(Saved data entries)
Content starts

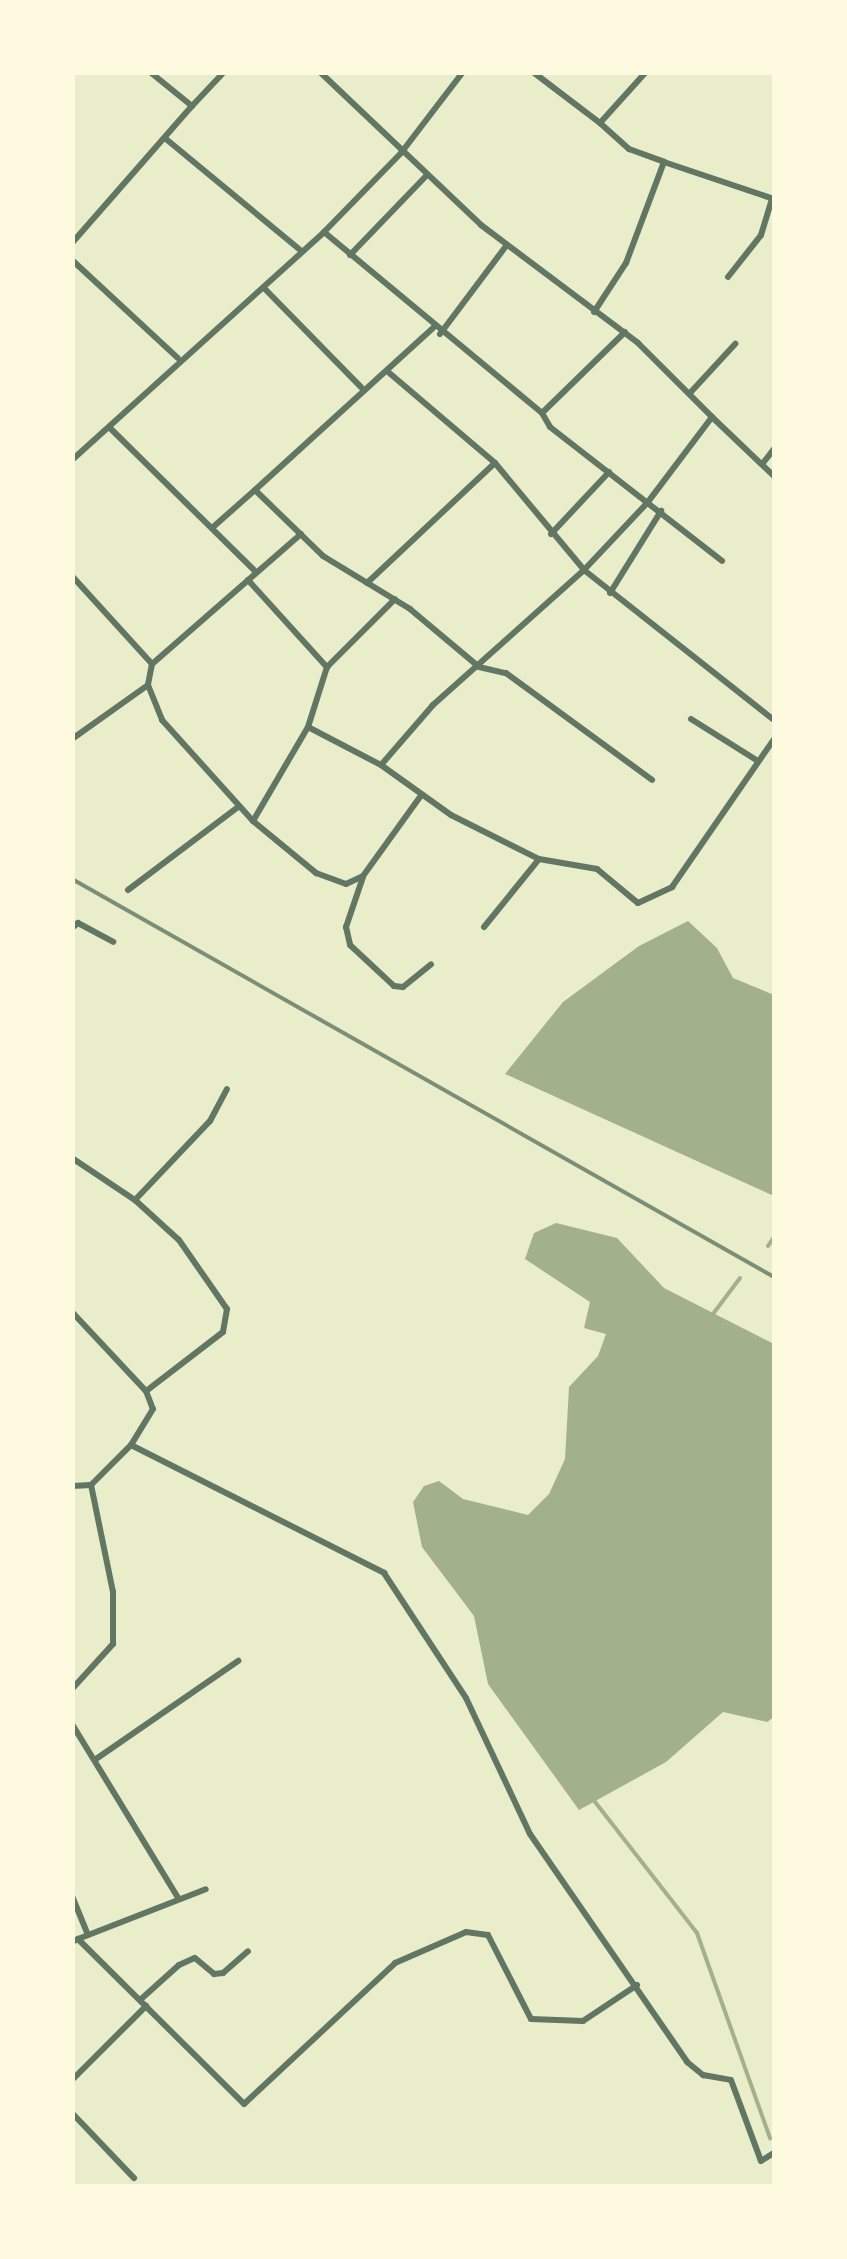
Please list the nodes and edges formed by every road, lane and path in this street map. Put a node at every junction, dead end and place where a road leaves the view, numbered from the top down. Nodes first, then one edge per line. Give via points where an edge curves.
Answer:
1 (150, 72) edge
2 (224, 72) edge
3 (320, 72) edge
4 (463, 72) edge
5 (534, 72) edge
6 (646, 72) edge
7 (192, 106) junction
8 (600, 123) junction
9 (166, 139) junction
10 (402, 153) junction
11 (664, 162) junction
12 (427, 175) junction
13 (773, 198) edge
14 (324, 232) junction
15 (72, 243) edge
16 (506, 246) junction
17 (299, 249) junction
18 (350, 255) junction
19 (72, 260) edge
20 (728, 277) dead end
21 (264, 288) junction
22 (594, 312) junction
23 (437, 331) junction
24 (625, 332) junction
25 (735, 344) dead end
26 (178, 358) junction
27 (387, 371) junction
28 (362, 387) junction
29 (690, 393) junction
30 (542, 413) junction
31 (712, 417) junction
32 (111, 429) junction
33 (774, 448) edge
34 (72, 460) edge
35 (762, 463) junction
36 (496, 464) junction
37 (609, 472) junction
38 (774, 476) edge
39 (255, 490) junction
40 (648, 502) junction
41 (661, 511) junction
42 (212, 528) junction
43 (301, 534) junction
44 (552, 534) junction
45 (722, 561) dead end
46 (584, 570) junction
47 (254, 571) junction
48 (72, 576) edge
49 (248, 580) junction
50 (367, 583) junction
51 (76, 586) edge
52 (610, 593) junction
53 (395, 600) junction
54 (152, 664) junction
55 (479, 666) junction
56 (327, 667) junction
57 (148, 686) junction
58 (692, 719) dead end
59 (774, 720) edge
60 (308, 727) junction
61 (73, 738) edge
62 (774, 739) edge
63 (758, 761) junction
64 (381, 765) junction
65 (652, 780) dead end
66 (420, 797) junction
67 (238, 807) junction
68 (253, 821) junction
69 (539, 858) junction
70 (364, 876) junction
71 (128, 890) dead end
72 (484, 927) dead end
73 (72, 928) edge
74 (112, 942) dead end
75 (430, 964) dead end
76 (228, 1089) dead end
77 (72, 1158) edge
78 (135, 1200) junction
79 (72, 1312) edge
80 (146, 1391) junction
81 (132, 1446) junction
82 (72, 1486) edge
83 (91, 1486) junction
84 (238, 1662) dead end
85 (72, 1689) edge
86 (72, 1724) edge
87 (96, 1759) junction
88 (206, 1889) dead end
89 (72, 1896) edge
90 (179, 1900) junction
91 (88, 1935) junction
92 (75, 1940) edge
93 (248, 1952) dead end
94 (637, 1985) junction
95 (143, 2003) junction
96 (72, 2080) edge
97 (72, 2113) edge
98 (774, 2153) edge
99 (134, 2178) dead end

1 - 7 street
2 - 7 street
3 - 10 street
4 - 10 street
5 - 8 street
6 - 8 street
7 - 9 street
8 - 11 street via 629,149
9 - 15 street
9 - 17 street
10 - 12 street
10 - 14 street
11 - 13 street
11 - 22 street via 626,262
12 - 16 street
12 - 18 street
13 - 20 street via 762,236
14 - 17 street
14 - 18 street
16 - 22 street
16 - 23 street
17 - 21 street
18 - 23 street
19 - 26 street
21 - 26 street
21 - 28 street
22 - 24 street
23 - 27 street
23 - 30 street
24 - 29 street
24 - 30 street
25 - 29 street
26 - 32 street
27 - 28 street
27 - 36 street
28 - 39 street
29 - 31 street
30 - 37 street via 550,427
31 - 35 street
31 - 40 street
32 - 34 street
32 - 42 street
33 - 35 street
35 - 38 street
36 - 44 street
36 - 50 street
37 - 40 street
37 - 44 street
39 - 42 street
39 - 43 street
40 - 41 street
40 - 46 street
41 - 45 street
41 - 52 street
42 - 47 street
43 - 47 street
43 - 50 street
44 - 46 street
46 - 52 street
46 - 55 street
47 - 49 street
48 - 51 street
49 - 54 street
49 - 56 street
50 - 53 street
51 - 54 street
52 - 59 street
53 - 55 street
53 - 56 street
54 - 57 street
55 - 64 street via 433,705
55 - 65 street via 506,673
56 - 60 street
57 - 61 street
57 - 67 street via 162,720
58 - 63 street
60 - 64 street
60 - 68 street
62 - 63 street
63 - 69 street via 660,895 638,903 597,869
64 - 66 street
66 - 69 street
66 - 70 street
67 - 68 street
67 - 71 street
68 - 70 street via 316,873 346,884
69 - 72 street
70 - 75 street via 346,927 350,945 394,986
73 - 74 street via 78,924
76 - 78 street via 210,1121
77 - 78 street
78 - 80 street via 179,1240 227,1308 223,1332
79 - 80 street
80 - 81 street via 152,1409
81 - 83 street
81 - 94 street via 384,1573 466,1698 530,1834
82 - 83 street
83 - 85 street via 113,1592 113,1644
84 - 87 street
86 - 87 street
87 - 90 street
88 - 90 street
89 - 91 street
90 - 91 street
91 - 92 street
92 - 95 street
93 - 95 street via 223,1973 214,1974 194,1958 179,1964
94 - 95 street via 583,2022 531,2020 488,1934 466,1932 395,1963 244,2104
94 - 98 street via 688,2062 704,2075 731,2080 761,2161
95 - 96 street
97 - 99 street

Content ends
Content starts

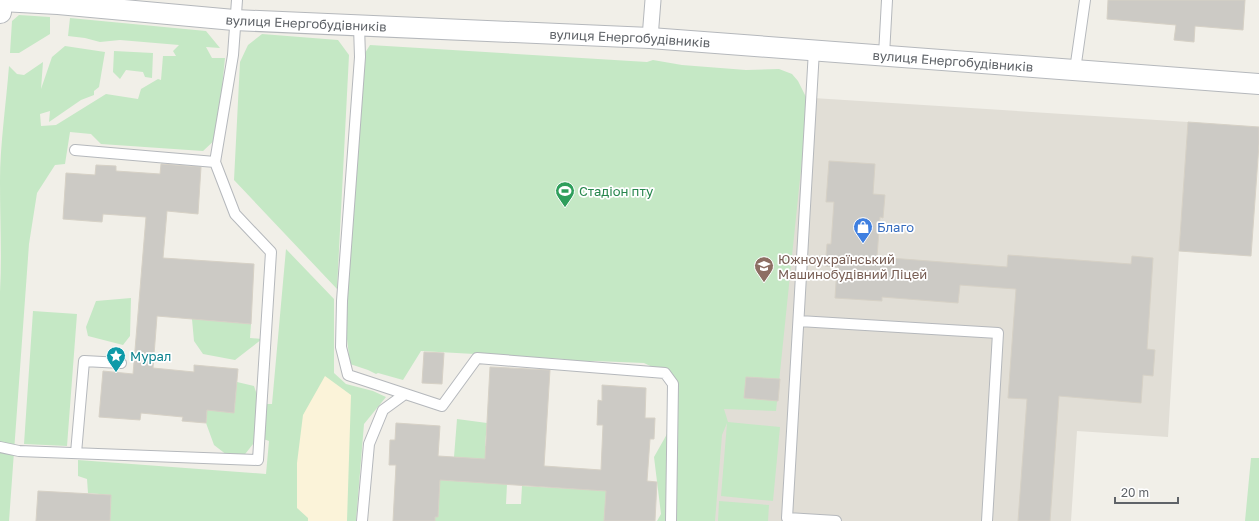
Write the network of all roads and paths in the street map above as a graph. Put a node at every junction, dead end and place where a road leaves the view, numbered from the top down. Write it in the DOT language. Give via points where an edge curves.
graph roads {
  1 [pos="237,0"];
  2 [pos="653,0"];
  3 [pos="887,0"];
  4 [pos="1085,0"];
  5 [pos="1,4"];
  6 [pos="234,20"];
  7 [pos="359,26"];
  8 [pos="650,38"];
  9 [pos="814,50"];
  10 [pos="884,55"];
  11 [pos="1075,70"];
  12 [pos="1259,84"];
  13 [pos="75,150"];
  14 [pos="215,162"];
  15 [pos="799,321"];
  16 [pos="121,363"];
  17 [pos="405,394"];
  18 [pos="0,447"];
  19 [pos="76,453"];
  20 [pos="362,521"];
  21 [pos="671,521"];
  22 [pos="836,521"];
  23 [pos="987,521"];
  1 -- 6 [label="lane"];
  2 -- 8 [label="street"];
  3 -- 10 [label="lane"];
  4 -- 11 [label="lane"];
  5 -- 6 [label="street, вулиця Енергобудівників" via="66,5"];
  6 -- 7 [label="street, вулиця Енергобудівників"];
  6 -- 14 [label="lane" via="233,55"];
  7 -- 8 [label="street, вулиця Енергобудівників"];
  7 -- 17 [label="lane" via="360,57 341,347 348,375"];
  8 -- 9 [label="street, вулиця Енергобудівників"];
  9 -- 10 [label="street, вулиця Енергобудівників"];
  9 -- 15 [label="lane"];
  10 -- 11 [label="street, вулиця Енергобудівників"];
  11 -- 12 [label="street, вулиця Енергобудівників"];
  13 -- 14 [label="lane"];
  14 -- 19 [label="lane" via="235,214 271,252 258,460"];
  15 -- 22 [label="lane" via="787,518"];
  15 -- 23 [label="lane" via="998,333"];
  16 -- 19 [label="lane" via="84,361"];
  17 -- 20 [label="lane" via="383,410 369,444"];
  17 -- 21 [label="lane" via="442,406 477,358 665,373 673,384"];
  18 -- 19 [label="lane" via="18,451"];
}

Content ends

**YOUR ASSIGNMENT**
For every line of the entries above that holds "down", add one to a tally, and report only the final count.

**EXPECTED ANSWER**
2